I can’t exactly say, like Jeff Goldblum as Dr. Ian Malacolm in “Jurassic Park,” that I hate being right all the time…in part because I’m not. It sure is frustrating, however, to see an ethics crisis looming, write about it once, then twice, and still see so many people surprised when it arrives like an angry T-Rex. Thus today, I began the morning by pounding my head against the wall to read in the Washington Post sports section a column by Jason Reid with the headline, “Mike Shanahan, by hiring his son Kyle, has created an untenable situation.” Wait, what year is this? Shanahan, the coach of the Washington Redskins, that team with the name that we’re not supposed to say, hired his son Kyle as the team’s offensive coordinator many moons ago, in 2010. It was a terrible idea at the time, an example of classic nepotism that created an immediate risk of exactly what is occurring now, and perhaps the certainty of it, if the situation endured long enough.

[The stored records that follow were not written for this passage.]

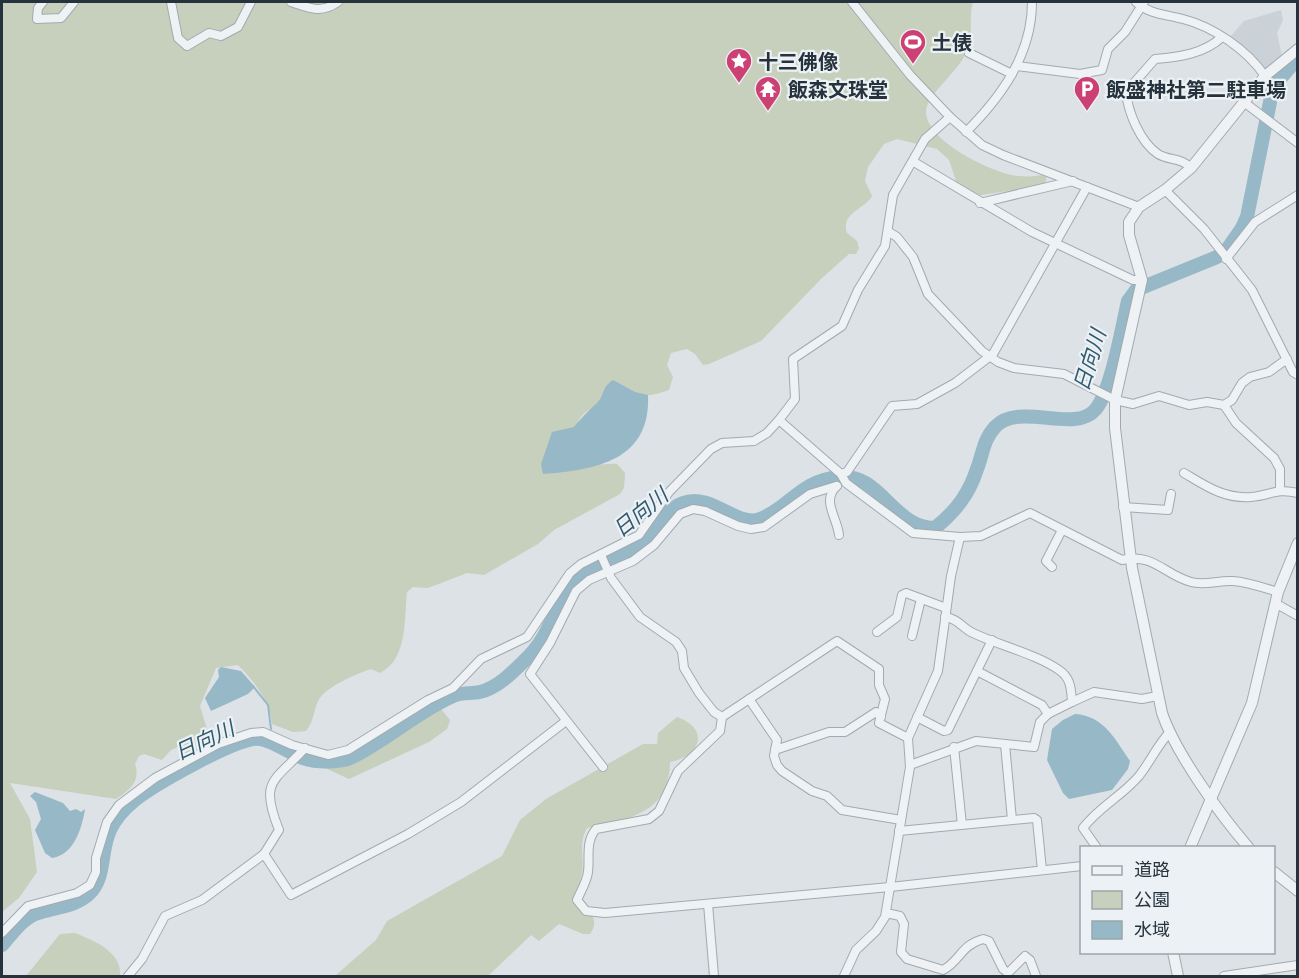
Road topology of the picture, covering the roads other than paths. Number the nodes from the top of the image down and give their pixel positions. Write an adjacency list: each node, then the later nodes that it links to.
1 (43, 2): 2 (street)
2 (74, 2)
3 (171, 2): 4 (street)
4 (251, 2)
5 (291, 2): 6 (street)
6 (338, 2)
7 (852, 2): 16 (street)
8 (1032, 2): 13 (street)
9 (1141, 4): 10 (street); 13 (street)
10 (1222, 38): 14 (street); 20 (street)
11 (1298, 49): 14 (street)
12 (969, 53): 13 (street)
13 (1015, 70): 17 (street)
14 (1265, 76): 15 (street)
15 (1245, 103): 18 (street); 20 (street)
16 (950, 117): 17 (street); 19 (street)
17 (966, 132): 21 (street)
18 (1298, 143)
19 (914, 162): 25 (street); 27 (street)
20 (1191, 168): 23 (street)
21 (1073, 181): 22 (street); 25 (street)
22 (1087, 187): 26 (street); 28 (street)
23 (1165, 190): 26 (street); 29 (street)
24 (1298, 195): 29 (street)
25 (980, 203): 28 (street)
26 (1139, 207): 30 (street)
27 (889, 232): 31 (street); 36 (street)
28 (1054, 243): 30 (street); 31 (street)
29 (1226, 259): 32 (street)
30 (1142, 282): 34 (street)
31 (990, 356): 34 (street); 38 (street)
32 (1287, 360): 33 (street); 35 (street)
33 (1298, 375)
34 (1112, 399): 35 (street); 44 (street)
35 (1224, 405): 41 (street)
36 (779, 420): 38 (street); 49 (street)
37 (1184, 473): 41 (street)
38 (841, 474): 39 (street)
39 (846, 483): 40 (street); 47 (street)
40 (836, 486): 46 (street); 52 (street)
41 (1280, 489): 42 (street)
42 (1298, 493)
43 (1171, 494): 44 (street)
44 (1123, 507): 50 (street)
45 (1062, 530): 47 (street); 50 (street); 51 (street)
46 (839, 535)
47 (960, 537): 55 (street)
48 (1298, 543): 53 (street)
49 (601, 555): 52 (street); 73 (street)
50 (1130, 558): 53 (street); 61 (street)
51 (1052, 567)
52 (609, 572): 65 (street); 68 (street)
53 (1277, 597): 56 (street); 77 (street)
54 (921, 599): 55 (street); 57 (street); 58 (street)
55 (946, 613): 59 (street); 67 (street)
56 (1298, 615)
57 (877, 632)
58 (912, 636)
59 (992, 640): 60 (street); 63 (street)
60 (977, 671): 64 (street); 67 (street)
61 (1157, 696): 63 (street); 69 (street)
62 (750, 699): 65 (street); 66 (street); 74 (street)
63 (1072, 702): 64 (street)
64 (1048, 714): 71 (street)
65 (722, 717): 91 (street)
66 (880, 717): 70 (street); 74 (street)
67 (917, 717): 70 (street)
68 (566, 721): 76 (street); 85 (street)
69 (1169, 733): 77 (street); 82 (street)
70 (908, 738): 75 (street)
71 (1005, 744): 72 (street); 79 (street)
72 (954, 747): 75 (street); 80 (street)
73 (305, 748): 85 (street); 93 (street)
74 (775, 750): 78 (street)
75 (910, 765): 78 (street)
76 (603, 767)
77 (1212, 797): 83 (street); 84 (street)
78 (901, 820): 81 (street)
79 (1012, 820): 80 (street); 87 (street)
80 (962, 825): 81 (street)
81 (899, 831): 89 (street)
82 (1096, 846)
83 (1191, 846)
84 (1248, 846)
85 (264, 854): 96 (street)
86 (1080, 866): 87 (street)
87 (1042, 870): 89 (street)
88 (1275, 873): 90 (street)
89 (890, 887): 91 (street); 92 (street)
90 (1298, 891)
91 (708, 904): 97 (street)
92 (886, 913): 98 (street); 99 (street)
93 (2, 933)
94 (1173, 954): 100 (street)
95 (1298, 965): 101 (street)
96 (128, 976)
97 (714, 976)
98 (844, 976)
99 (1036, 976)
100 (1178, 976)
101 (1224, 976)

Last season, when the Redskins swept to the NFC East Championship behind thrilling rookie QB Robert Griffin III, the ethics-challenged sports fandom here (Washington, D.C., remember) cited the success as proof that nepotism is an ethics boogie man, nothing more. This was pure consequentialism. As I concluded my post on the topic last January,

“This is rank consequentialism in its worst form. Nepotism is an unethical way to run any staff, company, team, business or government, unfair, inherently conflicted, irresponsible, dangerous and corrupting. It should be recognized as such from the beginning, and rejected, not retroactively justified if it “works.”I’m sure there were and are non-relatives of the Redskins coach who could have devised a successful offense with RG3 taking the hikes. The ethical thing to do was to find them and give one of them the job. The Redskins coach’s nepotism is just as unethical in 2013 as it was in 2012, 2011, and 2010.”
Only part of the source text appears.